** Opening DATA PROVIDED block **

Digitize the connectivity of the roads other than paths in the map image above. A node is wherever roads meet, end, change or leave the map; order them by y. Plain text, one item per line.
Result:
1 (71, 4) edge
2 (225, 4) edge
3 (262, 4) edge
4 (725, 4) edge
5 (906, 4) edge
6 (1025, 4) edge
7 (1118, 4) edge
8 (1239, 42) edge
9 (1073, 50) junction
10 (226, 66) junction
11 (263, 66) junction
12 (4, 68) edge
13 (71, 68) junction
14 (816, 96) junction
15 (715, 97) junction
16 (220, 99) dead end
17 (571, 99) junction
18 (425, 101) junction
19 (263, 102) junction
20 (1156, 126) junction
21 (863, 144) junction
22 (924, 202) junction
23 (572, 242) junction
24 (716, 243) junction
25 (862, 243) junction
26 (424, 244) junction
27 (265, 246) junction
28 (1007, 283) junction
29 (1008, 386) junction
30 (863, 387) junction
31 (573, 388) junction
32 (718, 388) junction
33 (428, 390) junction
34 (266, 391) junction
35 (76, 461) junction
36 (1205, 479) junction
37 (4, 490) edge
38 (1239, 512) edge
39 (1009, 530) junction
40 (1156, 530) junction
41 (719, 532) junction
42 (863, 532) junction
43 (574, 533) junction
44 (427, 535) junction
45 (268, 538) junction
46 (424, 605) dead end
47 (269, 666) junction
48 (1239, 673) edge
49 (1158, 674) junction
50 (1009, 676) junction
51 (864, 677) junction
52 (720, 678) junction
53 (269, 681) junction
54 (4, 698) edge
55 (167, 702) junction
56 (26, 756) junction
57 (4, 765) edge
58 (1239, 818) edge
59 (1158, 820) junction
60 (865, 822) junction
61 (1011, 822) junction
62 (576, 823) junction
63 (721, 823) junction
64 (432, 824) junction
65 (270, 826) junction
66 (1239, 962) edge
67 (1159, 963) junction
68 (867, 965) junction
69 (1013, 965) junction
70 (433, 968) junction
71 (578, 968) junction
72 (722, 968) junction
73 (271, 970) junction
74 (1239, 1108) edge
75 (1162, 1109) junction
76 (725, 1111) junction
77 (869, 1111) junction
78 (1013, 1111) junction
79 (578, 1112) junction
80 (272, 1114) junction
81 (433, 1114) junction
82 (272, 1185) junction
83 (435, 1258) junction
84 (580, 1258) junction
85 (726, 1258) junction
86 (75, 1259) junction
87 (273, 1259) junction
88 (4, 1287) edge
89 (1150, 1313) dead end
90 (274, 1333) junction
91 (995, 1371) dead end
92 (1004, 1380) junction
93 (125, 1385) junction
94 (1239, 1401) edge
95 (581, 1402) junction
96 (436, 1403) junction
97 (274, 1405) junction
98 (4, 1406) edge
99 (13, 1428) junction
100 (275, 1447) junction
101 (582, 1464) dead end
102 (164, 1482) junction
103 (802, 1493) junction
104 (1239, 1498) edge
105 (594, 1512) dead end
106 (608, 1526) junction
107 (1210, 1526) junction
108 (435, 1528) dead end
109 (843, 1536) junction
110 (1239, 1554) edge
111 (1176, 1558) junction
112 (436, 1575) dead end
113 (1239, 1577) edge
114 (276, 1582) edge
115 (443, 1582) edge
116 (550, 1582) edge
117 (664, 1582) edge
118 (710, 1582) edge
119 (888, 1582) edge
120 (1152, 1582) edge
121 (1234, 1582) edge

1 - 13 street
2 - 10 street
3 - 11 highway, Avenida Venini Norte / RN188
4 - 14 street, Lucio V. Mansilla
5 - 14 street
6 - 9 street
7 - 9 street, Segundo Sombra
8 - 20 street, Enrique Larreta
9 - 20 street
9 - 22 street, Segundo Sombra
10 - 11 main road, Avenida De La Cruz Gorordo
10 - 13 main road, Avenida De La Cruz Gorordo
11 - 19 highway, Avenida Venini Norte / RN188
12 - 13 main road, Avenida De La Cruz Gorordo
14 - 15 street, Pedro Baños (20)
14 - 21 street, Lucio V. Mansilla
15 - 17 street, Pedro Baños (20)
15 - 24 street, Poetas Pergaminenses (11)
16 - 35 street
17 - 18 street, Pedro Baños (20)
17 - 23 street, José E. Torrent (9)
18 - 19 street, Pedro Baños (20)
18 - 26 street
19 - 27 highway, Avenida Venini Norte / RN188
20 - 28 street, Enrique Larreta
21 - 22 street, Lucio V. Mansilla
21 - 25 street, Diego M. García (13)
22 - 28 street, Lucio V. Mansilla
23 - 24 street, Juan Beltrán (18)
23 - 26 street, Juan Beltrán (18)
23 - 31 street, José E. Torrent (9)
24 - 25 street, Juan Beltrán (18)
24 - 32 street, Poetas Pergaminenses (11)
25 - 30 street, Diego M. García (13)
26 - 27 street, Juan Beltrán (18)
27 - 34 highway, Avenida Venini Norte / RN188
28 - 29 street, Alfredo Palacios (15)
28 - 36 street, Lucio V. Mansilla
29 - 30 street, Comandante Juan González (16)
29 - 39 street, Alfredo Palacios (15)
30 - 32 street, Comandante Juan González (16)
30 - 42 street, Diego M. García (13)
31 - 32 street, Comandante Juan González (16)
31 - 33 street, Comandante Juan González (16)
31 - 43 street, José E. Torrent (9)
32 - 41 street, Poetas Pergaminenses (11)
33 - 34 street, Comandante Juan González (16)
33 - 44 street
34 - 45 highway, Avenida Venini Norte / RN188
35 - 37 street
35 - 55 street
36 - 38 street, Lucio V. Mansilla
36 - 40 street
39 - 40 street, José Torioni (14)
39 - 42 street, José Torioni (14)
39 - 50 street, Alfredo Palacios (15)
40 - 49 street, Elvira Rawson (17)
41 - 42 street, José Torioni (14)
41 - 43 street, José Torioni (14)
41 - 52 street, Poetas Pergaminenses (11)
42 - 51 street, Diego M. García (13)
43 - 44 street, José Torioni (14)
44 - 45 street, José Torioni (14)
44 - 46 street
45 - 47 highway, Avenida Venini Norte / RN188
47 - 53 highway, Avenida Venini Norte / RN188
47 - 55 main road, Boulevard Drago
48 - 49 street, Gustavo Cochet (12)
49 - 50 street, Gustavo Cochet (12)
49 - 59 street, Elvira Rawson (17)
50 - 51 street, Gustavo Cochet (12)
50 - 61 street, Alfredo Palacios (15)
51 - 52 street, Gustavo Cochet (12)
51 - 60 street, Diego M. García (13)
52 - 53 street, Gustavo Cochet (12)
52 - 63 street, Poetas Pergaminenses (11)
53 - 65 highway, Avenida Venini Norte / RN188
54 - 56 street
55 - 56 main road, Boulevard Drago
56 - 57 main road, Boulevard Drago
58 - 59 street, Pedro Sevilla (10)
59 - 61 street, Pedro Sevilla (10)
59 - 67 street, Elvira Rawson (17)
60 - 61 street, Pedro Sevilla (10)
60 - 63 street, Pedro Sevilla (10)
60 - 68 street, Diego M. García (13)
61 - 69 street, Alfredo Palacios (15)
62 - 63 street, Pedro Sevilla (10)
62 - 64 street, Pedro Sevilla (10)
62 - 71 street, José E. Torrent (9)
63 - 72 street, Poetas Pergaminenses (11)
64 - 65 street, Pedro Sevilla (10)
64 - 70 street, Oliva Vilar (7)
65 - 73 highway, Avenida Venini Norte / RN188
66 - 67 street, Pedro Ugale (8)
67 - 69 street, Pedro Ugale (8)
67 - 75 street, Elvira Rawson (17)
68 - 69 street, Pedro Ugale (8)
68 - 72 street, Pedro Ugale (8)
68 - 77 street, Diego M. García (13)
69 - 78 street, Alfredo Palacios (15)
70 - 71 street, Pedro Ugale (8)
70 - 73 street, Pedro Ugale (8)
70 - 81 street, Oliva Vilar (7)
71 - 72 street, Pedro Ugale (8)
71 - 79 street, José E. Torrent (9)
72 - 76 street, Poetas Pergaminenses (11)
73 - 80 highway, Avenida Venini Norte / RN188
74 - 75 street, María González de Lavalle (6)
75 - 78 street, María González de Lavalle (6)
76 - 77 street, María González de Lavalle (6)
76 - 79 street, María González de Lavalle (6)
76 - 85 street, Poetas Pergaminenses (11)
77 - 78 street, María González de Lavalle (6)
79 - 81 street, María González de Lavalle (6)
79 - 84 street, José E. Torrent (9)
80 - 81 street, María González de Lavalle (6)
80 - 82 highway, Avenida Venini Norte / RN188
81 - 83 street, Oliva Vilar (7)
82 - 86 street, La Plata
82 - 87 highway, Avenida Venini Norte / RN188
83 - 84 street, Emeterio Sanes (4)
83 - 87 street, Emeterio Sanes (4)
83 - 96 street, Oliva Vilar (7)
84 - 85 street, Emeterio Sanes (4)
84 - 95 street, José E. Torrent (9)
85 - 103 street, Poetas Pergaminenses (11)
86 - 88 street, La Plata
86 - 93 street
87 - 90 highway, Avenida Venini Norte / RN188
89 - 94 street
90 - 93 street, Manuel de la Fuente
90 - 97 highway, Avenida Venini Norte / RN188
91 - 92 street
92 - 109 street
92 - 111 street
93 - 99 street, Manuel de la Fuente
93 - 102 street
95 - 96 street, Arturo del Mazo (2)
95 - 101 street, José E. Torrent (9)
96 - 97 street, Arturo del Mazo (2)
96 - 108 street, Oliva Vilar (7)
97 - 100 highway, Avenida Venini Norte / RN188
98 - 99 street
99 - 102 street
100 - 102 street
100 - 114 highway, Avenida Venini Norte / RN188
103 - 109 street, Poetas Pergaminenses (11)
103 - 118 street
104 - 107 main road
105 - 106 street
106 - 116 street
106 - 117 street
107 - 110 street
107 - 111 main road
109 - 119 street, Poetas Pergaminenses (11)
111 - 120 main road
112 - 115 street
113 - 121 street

** Closing DATA PROVIDED block **

GOAL OF THE EXERCISE:
Would you copy every line of the entries that includes the word "main"?

EXERCISE OUTPUT:
10 - 11 main road, Avenida De La Cruz Gorordo
10 - 13 main road, Avenida De La Cruz Gorordo
12 - 13 main road, Avenida De La Cruz Gorordo
47 - 55 main road, Boulevard Drago
55 - 56 main road, Boulevard Drago
56 - 57 main road, Boulevard Drago
104 - 107 main road
107 - 111 main road
111 - 120 main road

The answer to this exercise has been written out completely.